13 Haziran 2016

Ebabil


Savaş esnasında çadırının üzerine yuva kuran kuşa ihtimam göstermiş bir Peygamber’in ümmetine mensub olduğunu iddia eden bir kişinin, “hayvan” kelimesini bir düşüklük ve aşağılama ifadesi olarak kullanması nasıl mümkün olabilir?

Yeryüzünde yürüyen bütün hayvanlar ve kanatlarıyla uçan bütün kuşlar da ancak sizin gibi birer ümmettir.” [En’am:38] diyen bir Kitap’a iman edenin, hayvanları ölçü alarak kendisini yüceltmesinin tevhidî ve rabbanî bir zemini var mıdır?

Kendisinin muhtaç olmadığını zanneden (kâfir) insan azgınlık eder.” [Alak:6-7] ayetleri bu kişiler için geçerli bir hüküm içerir mi?

Ya da “yaptığınız ibadetle övünmeyin” buyuran Hz. Muhammed’in, kendilerini “yüce” ve “üstün” varlıklar zannedenler için bir kıymeti var mıdır?

* * *

Devlet, dil-tarih-coğrafyadır. Onun bir de yönetim düzleminde mülkiyeye ihtiyacı vardır. Ellilerden sonra Anglosakson felsefesinin ve liberal temrinlerin hücum etmesi belirli kaideleri esnetmiştir. Bu, devletin yeni döneme kendisini uyarlama zorunluluğu ile alakalıdır. Yukarıdaki yumuşama, aşağıdaki avamı sertleştirmeyi gerekli kılar.

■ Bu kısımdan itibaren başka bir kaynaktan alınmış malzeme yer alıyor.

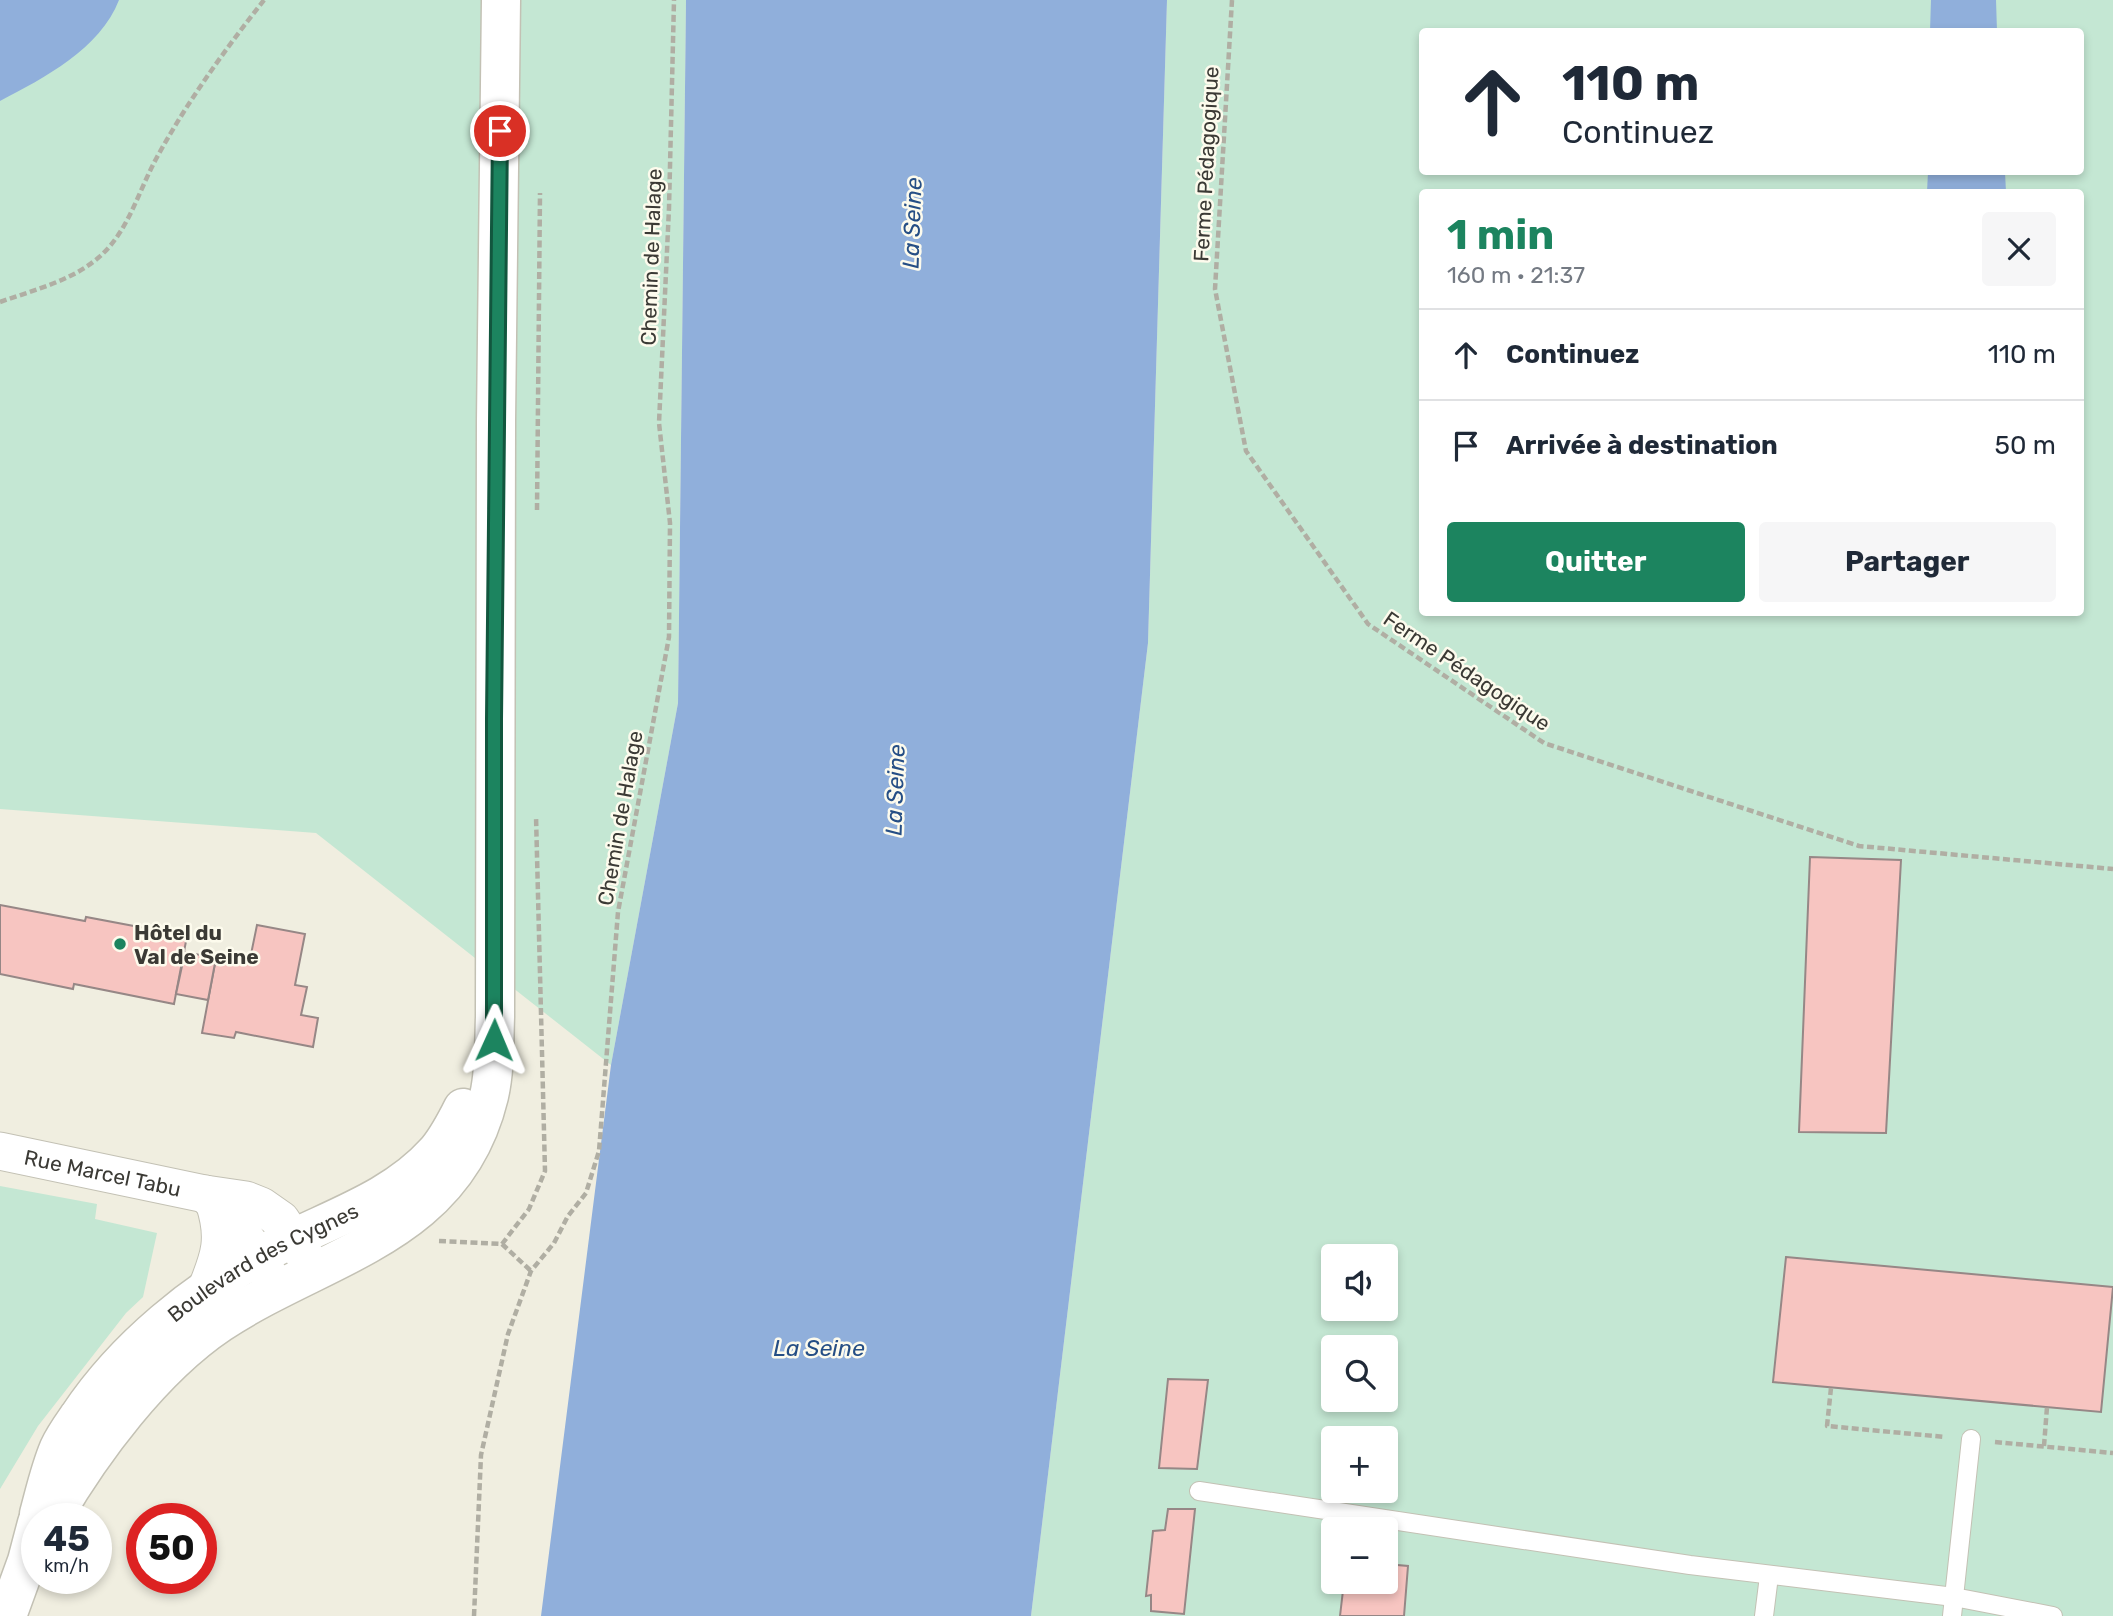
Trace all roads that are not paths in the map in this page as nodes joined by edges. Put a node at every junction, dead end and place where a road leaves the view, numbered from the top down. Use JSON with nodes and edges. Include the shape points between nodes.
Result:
{"nodes":[{"id":1,"x":501,"y":0,"type":"edge"},
{"id":2,"x":495,"y":1017,"type":"junction"},
{"id":3,"x":0,"y":1151,"type":"edge"},
{"id":4,"x":210,"y":1198,"type":"junction"},
{"id":5,"x":294,"y":1238,"type":"junction"},
{"id":6,"x":258,"y":1256,"type":"junction"},
{"id":7,"x":316,"y":1272,"type":"junction"},
{"id":8,"x":206,"y":1290,"type":"junction"},
{"id":9,"x":277,"y":1292,"type":"junction"},
{"id":10,"x":1971,"y":1439,"type":"dead end"},
{"id":11,"x":1199,"y":1491,"type":"dead end"},
{"id":12,"x":42,"y":1503,"type":"edge"},
{"id":13,"x":61,"y":1503,"type":"edge"},
{"id":14,"x":1769,"y":1576,"type":"junction"},
{"id":15,"x":21,"y":1580,"type":"edge"},
{"id":16,"x":1954,"y":1597,"type":"junction"},
{"id":17,"x":7,"y":1616,"type":"edge"},
{"id":18,"x":1765,"y":1616,"type":"edge"},
{"id":19,"x":1952,"y":1616,"type":"edge"},
{"id":20,"x":2053,"y":1616,"type":"edge"}],
"edges":[{"from":1,"to":2,"type":"main road","name":"Boulevard des Cygnes"},
{"from":2,"to":5,"type":"main road","name":"Boulevard des Cygnes","via":[[464,1105],[435,1153],[391,1189]]},
{"from":2,"to":7,"type":"main road","name":"Boulevard des Cygnes","via":[[490,1094],[481,1123],[453,1177],[408,1220]]},
{"from":3,"to":4,"type":"street","name":"Rue Marcel Tabu"},
{"from":4,"to":5,"type":"street","name":"Rue Marcel Tabu","via":[[246,1200],[261,1206],[281,1220]]},
{"from":4,"to":6,"type":"street"},
{"from":4,"to":8,"type":"street","via":[[221,1222],[222,1245]]},
{"from":5,"to":6,"type":"main road","name":"Boulevard des Cygnes"},
{"from":5,"to":7,"type":"street","name":"Rue Marcel Tabu"},
{"from":6,"to":8,"type":"main road","name":"Boulevard des Cygnes"},
{"from":6,"to":9,"type":"street"},
{"from":7,"to":9,"type":"main road","name":"Boulevard des Cygnes"},
{"from":8,"to":12,"type":"main road","name":"Boulevard des Cygnes","via":[[145,1339],[89,1400],[59,1447]]},
{"from":9,"to":13,"type":"main road","name":"Boulevard des Cygnes","via":[[218,1324],[169,1367],[103,1441]]},
{"from":10,"to":16,"type":"lane"},
{"from":11,"to":14,"type":"lane"},
{"from":14,"to":16,"type":"lane"},
{"from":14,"to":18,"type":"lane"},
{"from":15,"to":17,"type":"main road","name":"Boulevard des Cygnes"},
{"from":16,"to":19,"type":"lane"},
{"from":16,"to":20,"type":"lane"}]}
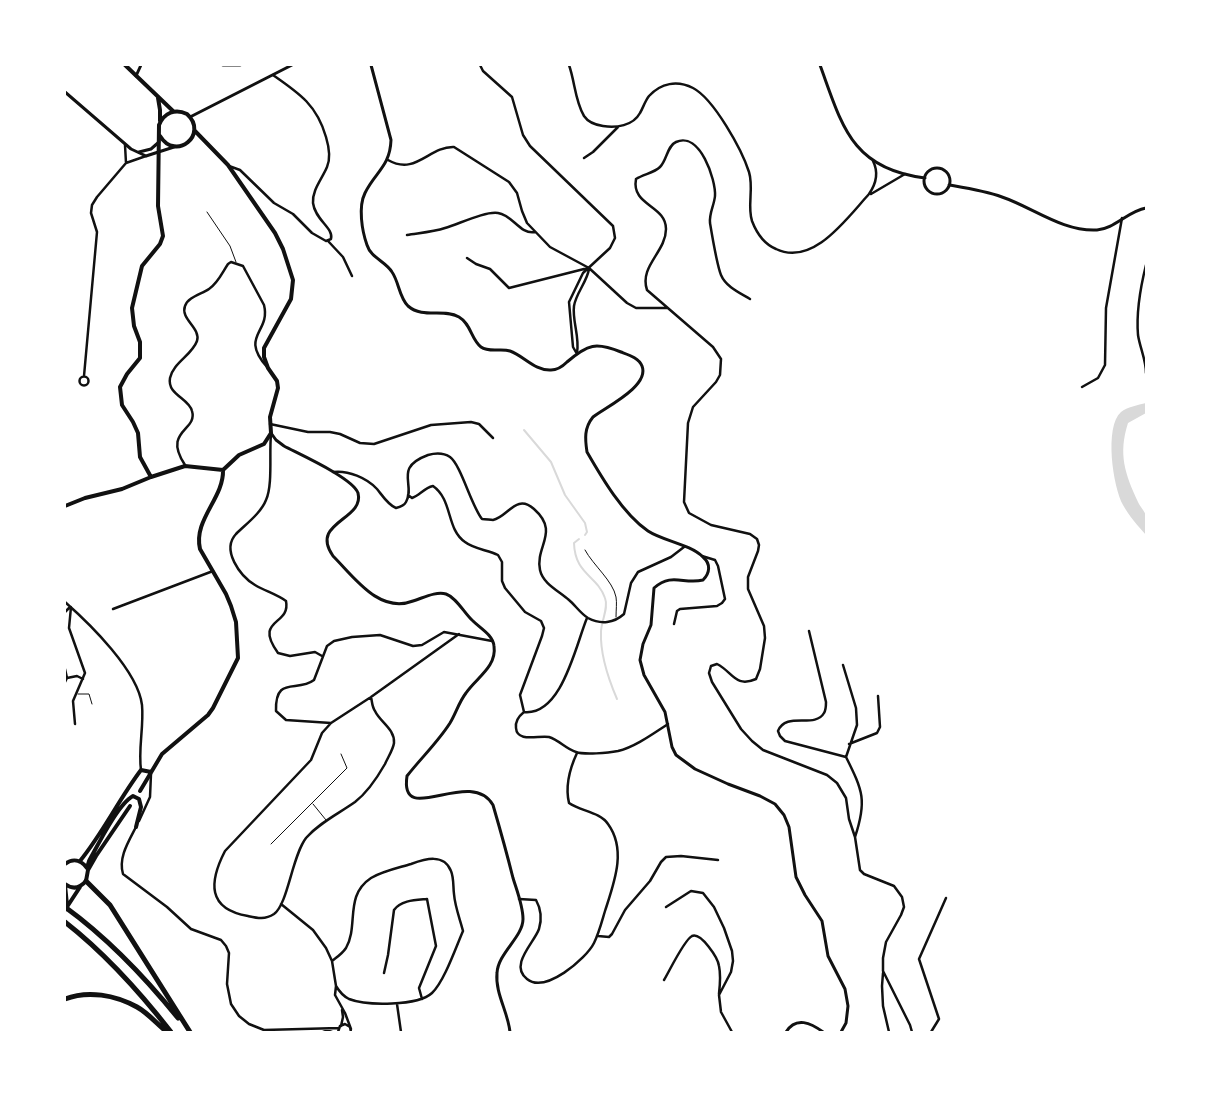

“Namaz kılmayan hayvandır” diyen kişi, devlet adına konuşur, din değil. Zira devlet, aşağıdakileri sürekli yükselme, hayatta kalma geriliminde tutmak zorundadır. Batı’dan gelen felsefe de Afrika ve Asya’daki insanları aşağılık hayvanlar görenleri meşrulaştırma görevini ifa edenlerce üretilmiştir.

Batı’da “İnsan” mülk sahibi olandır. Devlet, o mülkün asli kaidesidir. Batı’nın “üstün” insanının temelini koruyup üzerine İslamî binalar inşa etmenin bir anlamı yoktur.

Bu cihetle, söz konusu lafı eden, insan-hayvan ayrımını İslam içinden yapan kişi, o devletin ideolojisine uygun hareket ediyordur. Bu devletin dilinin, tarihinin ve coğrafyasının ulaşamadığı yerlere ulaşması zorunludur. Oralarda mülkiyeler tesis edilmelidir. Mülk tanrısı bunu emreder. Orada La ilahe illallah artık hükümsüzdür.

Şimdilerde Antalyaspor’da oynayan Eto’o’ya geçmişte muz fırlatanlar, bugün üstünlükçü, devletçi dillerine namazı âlet etmektedirler. Namazı insan olmanın gereği, ölçütü sayan kişi, tabiatıyla geçmişte pergelle kafatası ölçen zihniyete bağlanmıştır. Kavmiyetçilik, bu tür bir din tüccarlığı şahsında yeniden huruc eylemiştir. Bunlar da elde pergel, alında seccade izi ölçeceklerdir. Hulâsa, devlete bağlanmakla muhtaç olmaktan kurtulduğunu zannedenler, azmışlardır. O azanlar, ebabil kuşlarının da, aşağılamak için kullandıkları türden, hayvan olduğunu unutmamalı, bu muktedir ve müstekbir hâlleri sürdükçe, o semalarını bir kuş sürüsünün saracağını bilmelidir.

* * *

Orlando Katliamı, sarihtir ki, Araf Suresi’nde geçen ifadeleri o Lut kavminin efendilerinin, ileri gelenlerinin otağından okuyup anlamanın bir sonucudur. Yakında seçimin yapılacak olması, Demokrat Parti’nin önünün açılması gerekliliği üzerinden de bir okuma yapmak mümkündür.

İsrail’in Filistinlilerin mücadelesini “gerici” göstermek için devreye soktuğu LGBT faaliyetlerine karşı da eleştirel bir konum almak gerekir. O Filistinliler, Müslüman Arap coğrafyasının tarihinde eşcinsellere kötü davranıldığına dair örneklere rastlanılmadığını söylemek zorunda kalmaktadırlar.

Lut kavmi ile ilgili Kur’anî değerlendirmede vurgu eşcinselliğe değil, müsrifliğe, haddi aşmaya yöneliktir. Bugün Lut kavminin efendileri kendi “müsrifliklerini”, “had bilmezliklerini” görünmez kılmak için fukara Müslüman’ı eşcinsellerin üzerine salmaktadırlar. Parmağın gösterdiği yere değil, parmağa odaklanmak, Müslüman olmayı zeminsiz kılmaktadır.